Steve Speirs: Home is where the heart is

Steve Speirs

Actor and writer Steve Speirs has made Rhiwbina his home. Emma Kaler speaks to the performer whose career has taken him from the Welsh valleys to Hollywood and back


It’s a Wednesday morning in Rhiwbina and Steve Speirs is in good spirits.

He has just returned from his daily walk in the little park behind his house, dog in tow, neighbours greeted, and there is something in his easy manner that suggests a man who has genuinely landed somewhere he belongs.

“I feel very settled here in Rhiwbina,” he says, settling onto a park bench. “It’s incredibly peaceful, and there’s a real sense of community. There’s something timeless about it.”

For Steve, the rhythms of the Garden Village have become a reassuring soundtrack throughout the year.
“The noise of mowers and hedge cutters tells me it’s a new season. The Summer Festival and children’s voices in the park until dark mark the arrival of the warmer months. Then you get the door Halloween knockers and Santa visits that punctuate the long winter nights. It’s traditional stuff,” he says with evident satisfaction.

“People actually talk to each other.” In the park alone, he has crossed paths with Wales rugby legend Sam Warburton and the landlord of his favourite local pub. It is, he concedes, a rather good place to walk a dog.

He has also, to his own mild surprise, become something of a gardener. “When I first moved here, I’d hear the mowers and think, I’d better get out and show willing,” he laughs. “But now I genuinely love getting the garden back into shape after winter. After all, it is called the Garden Village and you have to keep up appearances.”

Steve with friend Emma in Rhiwbina’s Garden Village

The move has also coincided with a remarkably productive spell creatively. Since arriving in Rhiwbina, Steve has been developing a film script, sharpening his stand-up material, and most notably, co-creating two documentary series with his old friend Ruth Jones.

Working from his small office at the front of the house, swapping drafts back and forth with Ruth in London, the pair made Ruth and Steve: From Merthyr with Love and From Porthcawl with Love, a collaboration born, characteristically, out of a very Rhiwbina set of circumstances. Director and co-producer Matthew Tune had been trying to reach Steve about a BBC project marking the bicentenary of Cyfarthfa Castle.
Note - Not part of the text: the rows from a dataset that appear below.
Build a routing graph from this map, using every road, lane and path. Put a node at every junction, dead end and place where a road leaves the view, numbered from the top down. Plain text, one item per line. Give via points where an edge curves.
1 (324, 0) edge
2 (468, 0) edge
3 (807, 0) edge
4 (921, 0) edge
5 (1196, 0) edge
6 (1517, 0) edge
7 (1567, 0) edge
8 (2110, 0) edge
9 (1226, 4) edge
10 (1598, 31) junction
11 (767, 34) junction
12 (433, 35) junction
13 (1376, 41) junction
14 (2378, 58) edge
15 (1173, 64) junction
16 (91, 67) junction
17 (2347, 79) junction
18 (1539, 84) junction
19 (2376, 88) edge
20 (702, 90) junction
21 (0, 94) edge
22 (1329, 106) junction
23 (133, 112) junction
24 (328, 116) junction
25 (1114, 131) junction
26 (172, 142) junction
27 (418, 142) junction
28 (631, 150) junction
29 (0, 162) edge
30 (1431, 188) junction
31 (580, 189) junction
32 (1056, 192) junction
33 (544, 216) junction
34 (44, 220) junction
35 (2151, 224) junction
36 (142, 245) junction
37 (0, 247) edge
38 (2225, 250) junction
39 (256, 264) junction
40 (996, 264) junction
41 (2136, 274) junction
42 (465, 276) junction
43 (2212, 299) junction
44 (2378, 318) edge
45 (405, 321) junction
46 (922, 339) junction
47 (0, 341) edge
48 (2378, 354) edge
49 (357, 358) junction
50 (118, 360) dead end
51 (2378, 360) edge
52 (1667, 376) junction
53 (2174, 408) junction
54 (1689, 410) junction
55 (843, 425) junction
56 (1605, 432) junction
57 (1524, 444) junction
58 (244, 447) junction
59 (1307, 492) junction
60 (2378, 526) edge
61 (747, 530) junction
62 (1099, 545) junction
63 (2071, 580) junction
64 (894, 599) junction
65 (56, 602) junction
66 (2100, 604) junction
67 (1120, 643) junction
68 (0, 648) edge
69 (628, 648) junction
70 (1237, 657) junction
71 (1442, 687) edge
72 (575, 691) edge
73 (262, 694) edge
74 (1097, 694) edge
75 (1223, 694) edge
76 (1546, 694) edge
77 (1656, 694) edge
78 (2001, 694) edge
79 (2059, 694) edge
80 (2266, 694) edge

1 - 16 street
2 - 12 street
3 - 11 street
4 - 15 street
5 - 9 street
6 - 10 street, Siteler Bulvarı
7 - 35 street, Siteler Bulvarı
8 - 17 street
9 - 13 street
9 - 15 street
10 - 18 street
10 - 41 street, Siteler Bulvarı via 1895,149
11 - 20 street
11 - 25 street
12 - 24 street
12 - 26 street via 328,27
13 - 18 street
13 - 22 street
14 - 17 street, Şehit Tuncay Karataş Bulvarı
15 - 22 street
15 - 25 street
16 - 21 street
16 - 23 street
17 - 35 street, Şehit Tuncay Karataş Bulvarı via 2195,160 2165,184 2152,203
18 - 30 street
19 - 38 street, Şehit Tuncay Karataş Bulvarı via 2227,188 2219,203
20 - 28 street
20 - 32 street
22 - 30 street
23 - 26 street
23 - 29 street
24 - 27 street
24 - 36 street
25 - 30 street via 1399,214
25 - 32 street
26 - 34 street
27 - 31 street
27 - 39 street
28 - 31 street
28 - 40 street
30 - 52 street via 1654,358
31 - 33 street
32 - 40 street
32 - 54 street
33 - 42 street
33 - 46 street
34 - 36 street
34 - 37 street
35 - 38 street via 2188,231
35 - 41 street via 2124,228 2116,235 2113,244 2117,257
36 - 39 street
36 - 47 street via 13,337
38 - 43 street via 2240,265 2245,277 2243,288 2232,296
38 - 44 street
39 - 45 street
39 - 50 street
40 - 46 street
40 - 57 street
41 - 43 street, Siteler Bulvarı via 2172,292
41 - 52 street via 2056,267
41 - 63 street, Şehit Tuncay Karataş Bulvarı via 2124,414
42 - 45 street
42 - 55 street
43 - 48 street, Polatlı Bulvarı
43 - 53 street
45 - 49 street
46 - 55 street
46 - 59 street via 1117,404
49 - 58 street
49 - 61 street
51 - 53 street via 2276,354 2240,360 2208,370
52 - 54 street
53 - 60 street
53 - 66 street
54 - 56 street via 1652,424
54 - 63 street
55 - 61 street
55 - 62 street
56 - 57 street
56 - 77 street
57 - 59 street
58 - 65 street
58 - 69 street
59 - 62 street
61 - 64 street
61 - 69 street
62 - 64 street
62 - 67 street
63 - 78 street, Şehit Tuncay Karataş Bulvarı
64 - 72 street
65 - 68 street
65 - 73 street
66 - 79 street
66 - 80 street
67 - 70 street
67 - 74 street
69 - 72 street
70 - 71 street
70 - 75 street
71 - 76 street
“Rather than going through official channels, Matt a lifelong Rhiwbina resident, posted a request on the local Facebook page asking if anyone knew the actor who had recently moved to the village,” says Steve. “The local drums started beating, introductions were made, and a production meeting was convened although not at the BBC, but at The Butchers Arms. The whole thing seemed very Rhiwbina,” Steve grins. Not too long ago, the resulting Porthcawl documentary picked up the RTS Cymru Award.

“All of it started over a pint in a village pub!”

The pub in question – The Butchers Arms – holds a special place in Steve’s affections. He comes, he explains, from a family of passionate pub-goers, and for him the pub is about far more than a drink.

“It’s the people-watching. It’s an essential ingredient in my work and character-creating. Pubs provide the social backbone, the sports events, pool, darts, dominoes, quizzes, food, debate, romances, parties, christenings, wakes. I genuinely feel that humanity, and what makes us human, is on display in pubs.” The Butchers, he says, has all of this in abundance, along with a brilliantly eclectic clientele, outstanding pub food, a top-notch Sunday roast, and the flourishing Beefy’s Comedy Club, which has drawn top names from across the world.

His other local enthusiasms are delivered with the same warmth. The Rhiwbina Recreation Club, he confides, has one of the greatest bowling greens he has ever seen – and a beer garden from which you can watch what he insists, with some authority, is the best sunset in Rhiwbina. “I probably shouldn’t publicise this,” he says, “but I hope I’ll still be able to get a seat out there this summer.” And then there is the Juboraj restaurant:

“Consistently top taste, great quality food, staff who are genuinely welcoming, a chef at the top of his game. The best part is that it’s only a short waddle home. We’re very lucky to have such places on our doorstep.”

For a man who left Wales at eighteen and spent decades in the Midlands, London, Brighton, and along the South Coast, the attachment he feels to Rhiwbina is notable. “Parts of my heart are still in those places, and most certainly in my beloved Taff Valley,” he says. “But Rhiwbina feels like home now. It simply is home.”

Right now, that home is buzzing with activity. Steve and Ruth are in pre-production on Better Later, a six-episode comedy they have written for the BBC, which shoots in June and July. “It’s an exciting time after the long months of writing through autumn and winter,” he says. “We’re out in the sunshine, choosing locations, and Wales offers so many eye-catching places to film.” The connections keep multiplying: while walking the dog recently, he ran into costume designer Sarah Jane Perez, a colleague he hadn’t seen in decades. It is, he suggests, entirely typical. “Hollywood?” he says, with a grin and a raised eyebrow.

“Who needs Hollywood? Come to Rhiwbina instead!”